# Beauty shops



## dixie (Jan 2, 2008)

I do not have a lot of knowledge about refining to share but this should help all of you and it works, this is my way of giving back to the form.

This has worked for me in the past when I lived in Jax. Fla for 2 years. 

I made a deal with a beauty shop owner to let me put up a flyer in his shop a month ahead of time and then work it for one week every 4 months. I put the flyers at each work station (16 total)so all customes could see them.

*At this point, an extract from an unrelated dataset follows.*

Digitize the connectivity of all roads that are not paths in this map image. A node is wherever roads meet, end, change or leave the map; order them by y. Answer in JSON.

There are many women out there who have a good stash of broken jewlery or old boyfriend and EX-husband jewlery that they just do not want. They would never under any condition darken the door of a pawn shop. Most jewlery stores are to afraid advertise to buy gold from their customes because they do not want them to learn how badly they were ripped off in the first place. So these women just keep putting this stuff in the back of their jewlery boxes. 

If you have a supply of wearable jewlery that you have picked up from overstocked pawn shops you can take it with you on your buy days and many time you can just trade your wearable gold for broken gold at 2/1 as well as outright buying at 75% of spot.

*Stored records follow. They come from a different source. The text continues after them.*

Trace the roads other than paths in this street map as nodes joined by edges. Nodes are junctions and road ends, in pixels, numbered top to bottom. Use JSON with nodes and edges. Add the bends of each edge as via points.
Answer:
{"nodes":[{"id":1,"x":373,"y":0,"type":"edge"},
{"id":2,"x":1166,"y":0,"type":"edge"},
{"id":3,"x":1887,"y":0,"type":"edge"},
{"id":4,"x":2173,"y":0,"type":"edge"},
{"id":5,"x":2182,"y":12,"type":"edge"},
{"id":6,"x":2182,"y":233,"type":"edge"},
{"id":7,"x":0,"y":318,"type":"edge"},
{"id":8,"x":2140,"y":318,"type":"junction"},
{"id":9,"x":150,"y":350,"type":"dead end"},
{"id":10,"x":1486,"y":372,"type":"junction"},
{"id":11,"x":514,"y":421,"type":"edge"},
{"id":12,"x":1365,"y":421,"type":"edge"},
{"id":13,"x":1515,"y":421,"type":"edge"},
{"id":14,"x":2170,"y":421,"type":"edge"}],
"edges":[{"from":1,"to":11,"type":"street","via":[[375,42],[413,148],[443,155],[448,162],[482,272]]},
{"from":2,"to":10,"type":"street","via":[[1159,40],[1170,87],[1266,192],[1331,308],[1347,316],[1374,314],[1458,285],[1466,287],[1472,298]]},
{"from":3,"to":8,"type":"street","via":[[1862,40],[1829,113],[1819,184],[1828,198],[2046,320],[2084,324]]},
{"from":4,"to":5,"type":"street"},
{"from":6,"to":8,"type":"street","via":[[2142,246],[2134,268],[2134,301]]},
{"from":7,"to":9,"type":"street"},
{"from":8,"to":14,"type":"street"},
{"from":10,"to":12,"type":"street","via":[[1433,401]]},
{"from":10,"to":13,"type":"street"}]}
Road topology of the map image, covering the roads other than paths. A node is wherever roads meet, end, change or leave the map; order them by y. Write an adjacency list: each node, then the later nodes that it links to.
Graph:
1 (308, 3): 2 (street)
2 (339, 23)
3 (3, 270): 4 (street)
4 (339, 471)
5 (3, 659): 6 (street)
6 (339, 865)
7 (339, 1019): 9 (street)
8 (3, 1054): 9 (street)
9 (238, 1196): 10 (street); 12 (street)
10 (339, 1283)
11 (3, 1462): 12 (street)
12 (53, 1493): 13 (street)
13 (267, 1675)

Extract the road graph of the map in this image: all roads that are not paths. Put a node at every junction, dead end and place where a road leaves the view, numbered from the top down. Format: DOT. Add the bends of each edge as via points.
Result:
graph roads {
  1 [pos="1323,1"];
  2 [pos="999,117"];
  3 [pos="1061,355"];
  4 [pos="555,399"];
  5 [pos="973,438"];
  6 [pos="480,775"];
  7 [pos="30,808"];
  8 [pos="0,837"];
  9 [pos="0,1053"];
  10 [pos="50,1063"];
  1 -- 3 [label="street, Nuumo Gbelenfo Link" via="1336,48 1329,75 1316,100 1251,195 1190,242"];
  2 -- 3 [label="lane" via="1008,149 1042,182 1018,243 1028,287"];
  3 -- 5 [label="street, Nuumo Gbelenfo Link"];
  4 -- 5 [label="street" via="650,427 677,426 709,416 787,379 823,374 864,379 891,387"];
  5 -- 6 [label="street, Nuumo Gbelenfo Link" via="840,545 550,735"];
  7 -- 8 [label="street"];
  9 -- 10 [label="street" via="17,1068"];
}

You can sell this to the salone owner by telling him that on the days you are in his store he can introduce new products to sell beside your buying table and if his customers have "found" money in their pockets they are more likely to try new products, or buy a tanning membership or something else.

If anyone trys this please post a reply and let me know how it works for you.

Mike in south Georgia


----------



## lazersteve (Jan 2, 2008)

Dixie,

This is an excellent idea. My wife frequents these places all the time. I'll have her post my flyers and make the contacts with her friends there.

I'll let you know how it goes.

Steve


----------



## Noxx (Jan 2, 2008)

That's a very good idea.

Oh and is it possible to show us what your flyers looks like ? I already have my own, but we could share ideas...

Thanks


----------



## dixie (Jan 3, 2008)

Noxx, I can not fint it. For some reason I have to change out hard drives about every 2 years and it must have not made the transfere over to the new one. It was just a simple word doct. standard printer paper with a general advertisment and a big bold header.

BROKEN & UNWANTED JEWLERY IS
CASH
I will be here in person during the week of 01-15 and 01-21 paying CASH for broken and unwanted jewlery. Why not cash in with money in your pocket on broken chains, rings that are to loose or have stones missing.
Don't discount anything, if it looks valuable in may be.

Things that I buy.
All gold jewlery no mater what the condition. just a few small peices are worth $100
Class rings
Diamonds any size
old wristwatches
Pocketwatches
US silver coins made before 1964
Old paper money
Silver flatware, trays, and serving sets

For more information call 1-800-buy-gold


The other thing to do is offer to buy lunch for the staff on the days you are there. They usually have the phone numbers of all of their customes and if you are nice to them you might just be able to get the to call all of their customes at home the night before and remind them to bring their scrap jewlery.


Lazer Steve, I tried to just put up the flyer and have them call you but somehow they just do not. If they see you there in person handing ut cash many times they will go back home and return with the gold. Put yourself some kind of system that allows you to be there in person. I have bought a gal. size zip lock bag full of jewlery on one day before.

Also I have always turned away the plate, filled, and so one. With your refining skills you can buy everything.


----------



## goldsilverpro (Jan 3, 2008)

What are you paying for these items?


----------



## dixie (Jan 3, 2008)

GSP, as requested by Noxx this was just a general outline of what kind of ad you can post before your buying day. The post was not intended to try and buy anything for anyone here.

Everyone can set there own buuying prices based on what the shop owner charges you to use his store as a base.

Mike


----------



## goldsilverpro (Jan 3, 2008)

Soooorry.


----------